Bacterial and Viral Coinfection in Idiopathic Pulmonary Fibrosis Patients

The Prevalence and Possible Role in Disease Progression

Mohsen Moghoofei; Shayan Mostafaei; Nasim Kondori; Michelle E. Armstrong; Farhad Babaei

Disclosures

BMC Pulm Med. 2022;22(60) 

In This Article

Methods

Study Population

In this retrospective cohort study, 67 nasopharyngeal lavage (NPL) and bronchoalveolar lavage (BAL) samples were collected from IPF patients referred to hospitals of the Kermanshah University of Medical Sciences (KUMS) between June 2017 and September 2018. All acute exacerbated patients were hospitalized. Inclusion criteria were: radiological, spirometry, therapeutic, and biological data, which are considered for IPF patients by the clinical team of KUMS hospitals.[2] Exclusion criteria were: Patients with chronic hypersensitivity pneumonitis, connective tissue disease or asbestosis. The Ethical Committee of KUMS approved this study.

Nucleic Acid Extraction

DNA and RNA extraction were performed using 200 ml of NPL and/or BAL specimens by QIAamp MinElute Virus Spin Kit (Qiagen, Hilden, Germany), according to the manufacturer's instructions.

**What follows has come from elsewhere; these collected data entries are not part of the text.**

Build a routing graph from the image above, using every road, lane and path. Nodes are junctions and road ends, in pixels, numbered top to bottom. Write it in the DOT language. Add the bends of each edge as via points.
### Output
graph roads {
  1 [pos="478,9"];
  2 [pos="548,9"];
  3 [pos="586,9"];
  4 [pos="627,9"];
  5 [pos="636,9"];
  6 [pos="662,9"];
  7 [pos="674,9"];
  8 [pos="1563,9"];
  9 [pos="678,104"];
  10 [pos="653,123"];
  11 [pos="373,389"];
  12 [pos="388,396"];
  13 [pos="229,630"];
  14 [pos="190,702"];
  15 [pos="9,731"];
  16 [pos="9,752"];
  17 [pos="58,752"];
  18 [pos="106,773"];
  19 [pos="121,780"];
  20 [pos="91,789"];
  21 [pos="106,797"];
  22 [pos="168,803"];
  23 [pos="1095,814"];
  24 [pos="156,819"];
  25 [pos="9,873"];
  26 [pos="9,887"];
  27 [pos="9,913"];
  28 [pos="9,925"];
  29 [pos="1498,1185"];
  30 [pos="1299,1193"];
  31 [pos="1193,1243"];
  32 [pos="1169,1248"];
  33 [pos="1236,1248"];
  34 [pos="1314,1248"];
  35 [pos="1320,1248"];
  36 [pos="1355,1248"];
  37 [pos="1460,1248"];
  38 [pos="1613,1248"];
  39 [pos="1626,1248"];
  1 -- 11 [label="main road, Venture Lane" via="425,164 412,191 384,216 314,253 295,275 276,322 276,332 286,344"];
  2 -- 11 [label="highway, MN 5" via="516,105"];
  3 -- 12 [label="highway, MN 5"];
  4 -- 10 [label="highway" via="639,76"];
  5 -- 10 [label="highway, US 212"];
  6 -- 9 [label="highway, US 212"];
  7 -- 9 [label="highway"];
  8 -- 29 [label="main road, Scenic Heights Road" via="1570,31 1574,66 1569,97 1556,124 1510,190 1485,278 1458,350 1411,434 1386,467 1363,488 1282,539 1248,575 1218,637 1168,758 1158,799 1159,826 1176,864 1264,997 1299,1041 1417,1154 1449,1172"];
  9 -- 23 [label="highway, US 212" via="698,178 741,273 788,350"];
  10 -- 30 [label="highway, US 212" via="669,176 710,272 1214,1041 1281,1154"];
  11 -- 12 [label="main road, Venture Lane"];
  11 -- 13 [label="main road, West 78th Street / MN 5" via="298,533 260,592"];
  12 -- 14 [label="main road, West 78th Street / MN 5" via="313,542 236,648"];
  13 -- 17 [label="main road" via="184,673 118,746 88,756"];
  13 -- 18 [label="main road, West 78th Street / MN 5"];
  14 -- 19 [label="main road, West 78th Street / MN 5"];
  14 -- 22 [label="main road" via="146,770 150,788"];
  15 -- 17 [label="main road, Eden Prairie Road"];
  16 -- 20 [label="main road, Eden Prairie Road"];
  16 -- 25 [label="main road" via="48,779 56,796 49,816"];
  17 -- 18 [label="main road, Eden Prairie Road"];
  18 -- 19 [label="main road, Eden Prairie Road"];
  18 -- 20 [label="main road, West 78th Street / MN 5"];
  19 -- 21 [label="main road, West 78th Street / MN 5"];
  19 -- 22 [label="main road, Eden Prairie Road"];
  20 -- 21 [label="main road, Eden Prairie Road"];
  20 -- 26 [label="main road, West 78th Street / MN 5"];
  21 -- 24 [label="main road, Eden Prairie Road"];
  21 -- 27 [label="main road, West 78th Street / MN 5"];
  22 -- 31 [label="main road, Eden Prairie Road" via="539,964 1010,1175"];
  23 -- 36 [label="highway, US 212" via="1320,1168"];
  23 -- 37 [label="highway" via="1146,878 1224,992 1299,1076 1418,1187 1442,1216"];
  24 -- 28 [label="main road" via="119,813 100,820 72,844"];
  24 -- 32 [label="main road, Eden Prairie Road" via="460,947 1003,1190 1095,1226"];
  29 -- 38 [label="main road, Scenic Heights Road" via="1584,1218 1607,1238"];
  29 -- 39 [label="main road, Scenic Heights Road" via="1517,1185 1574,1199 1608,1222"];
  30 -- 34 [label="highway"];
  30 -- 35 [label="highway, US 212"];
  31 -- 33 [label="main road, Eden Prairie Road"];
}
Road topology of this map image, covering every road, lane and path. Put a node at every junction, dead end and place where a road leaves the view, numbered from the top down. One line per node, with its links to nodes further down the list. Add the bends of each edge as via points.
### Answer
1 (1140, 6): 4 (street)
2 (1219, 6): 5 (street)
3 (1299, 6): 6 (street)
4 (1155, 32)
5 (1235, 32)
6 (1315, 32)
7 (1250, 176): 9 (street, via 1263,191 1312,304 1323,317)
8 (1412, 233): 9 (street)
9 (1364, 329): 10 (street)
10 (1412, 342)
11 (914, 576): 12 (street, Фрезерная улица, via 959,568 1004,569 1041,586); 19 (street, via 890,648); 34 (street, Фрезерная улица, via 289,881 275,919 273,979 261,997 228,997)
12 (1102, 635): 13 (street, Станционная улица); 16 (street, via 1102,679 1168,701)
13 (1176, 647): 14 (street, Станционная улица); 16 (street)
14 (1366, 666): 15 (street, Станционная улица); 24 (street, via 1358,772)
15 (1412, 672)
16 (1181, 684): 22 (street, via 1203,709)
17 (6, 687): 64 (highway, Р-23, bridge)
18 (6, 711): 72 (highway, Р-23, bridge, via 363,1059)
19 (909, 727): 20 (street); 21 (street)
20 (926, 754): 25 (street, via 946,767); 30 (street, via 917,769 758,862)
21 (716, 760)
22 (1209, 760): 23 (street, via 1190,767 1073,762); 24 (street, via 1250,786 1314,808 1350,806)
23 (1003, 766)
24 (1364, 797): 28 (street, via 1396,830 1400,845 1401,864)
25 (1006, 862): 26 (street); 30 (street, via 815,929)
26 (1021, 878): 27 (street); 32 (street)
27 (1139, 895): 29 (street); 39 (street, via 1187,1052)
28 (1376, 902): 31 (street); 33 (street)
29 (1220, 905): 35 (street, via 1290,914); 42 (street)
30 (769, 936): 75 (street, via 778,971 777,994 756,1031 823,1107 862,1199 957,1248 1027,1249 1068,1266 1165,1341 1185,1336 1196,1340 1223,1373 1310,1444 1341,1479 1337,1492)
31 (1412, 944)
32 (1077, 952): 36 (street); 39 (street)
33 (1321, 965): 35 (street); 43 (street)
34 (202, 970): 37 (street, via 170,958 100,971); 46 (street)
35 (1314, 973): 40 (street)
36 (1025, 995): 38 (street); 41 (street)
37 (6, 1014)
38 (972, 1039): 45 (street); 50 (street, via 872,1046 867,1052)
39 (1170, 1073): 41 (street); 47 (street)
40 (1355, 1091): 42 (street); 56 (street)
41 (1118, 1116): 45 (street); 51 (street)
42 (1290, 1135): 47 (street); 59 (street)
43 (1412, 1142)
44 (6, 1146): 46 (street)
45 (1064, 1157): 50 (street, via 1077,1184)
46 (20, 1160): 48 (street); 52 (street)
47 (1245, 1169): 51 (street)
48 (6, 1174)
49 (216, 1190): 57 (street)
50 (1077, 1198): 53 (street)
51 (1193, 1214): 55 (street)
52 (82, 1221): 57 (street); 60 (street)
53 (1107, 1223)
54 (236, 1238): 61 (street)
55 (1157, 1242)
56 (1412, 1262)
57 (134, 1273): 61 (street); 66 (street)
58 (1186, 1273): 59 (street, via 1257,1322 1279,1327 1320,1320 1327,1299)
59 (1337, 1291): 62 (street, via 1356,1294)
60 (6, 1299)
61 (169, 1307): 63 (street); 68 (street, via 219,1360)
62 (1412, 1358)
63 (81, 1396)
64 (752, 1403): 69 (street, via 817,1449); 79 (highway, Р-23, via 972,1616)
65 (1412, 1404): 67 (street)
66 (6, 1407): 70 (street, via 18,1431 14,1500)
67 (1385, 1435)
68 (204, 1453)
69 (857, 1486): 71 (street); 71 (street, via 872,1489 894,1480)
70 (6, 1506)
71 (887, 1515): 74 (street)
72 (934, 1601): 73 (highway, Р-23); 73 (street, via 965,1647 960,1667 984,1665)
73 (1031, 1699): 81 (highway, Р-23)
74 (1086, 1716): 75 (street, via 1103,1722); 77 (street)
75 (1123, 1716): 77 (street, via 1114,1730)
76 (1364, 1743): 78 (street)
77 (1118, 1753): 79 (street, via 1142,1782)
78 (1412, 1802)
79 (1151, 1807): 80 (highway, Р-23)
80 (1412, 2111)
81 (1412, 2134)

Extracted genomic DNA/RNA was stored at − 80 °C before use.

DNA Array Assay for Detection of Viruses and Bacteria

The CLART® Pneumovir DNA array assay (Genomica, Coslada, Madrid, Spain) was used to detect a number of viruses in this study (RSV, influenza viruses, HPIV, rhinovirus, adenovirus and coronavirus) according to manufacturer's instructions and as described by us previously.[4] Detection of S. pneumonia, S. aureus and H. influenza was also carried out using this method.

Polymerase Chain Reaction (PCR) for Detection of Bacteria

Detection of P. aeruginosa was carried out by PCR analysis as described by Tyler et al. previously.[14] Detection of K. pneumoniae was confirmed by PCR based on a study by Turton et al..[15]

Statistical Analysis

In this study, all data was presented as the mean ± standard deviation for continuous variables. Categorical variables are presented as N (%). A normality test performed for the continuous variables using Kolmogorov–Smirnov test. A Student's t-test (parametric) or the Mann Whitney test (non-parametric) was used to test for statistical significance (two-tailed) between two experimental groups. Two-sided Chi square/Fisher's exact tests were used to assess the associations between IPF and the categorical variables. Principal component analysis was used in order to investigate the pattern of bacterial and virus infections, and coinfection in the patients. Kaplan–Meier survival curve analysis and log rank test were used to test time-to-death between non-infected, and bacterial-, viral- and co-infection groups of IPF patients. False discovery rate (FDR) was corrected using the Benjamini–Hochberg correction method for multiple comparisons. All statistical analysis were analyzed using R software version 3.5.1 and STATA software versions 11.2. Statistical significance was recorded at p < 0.05.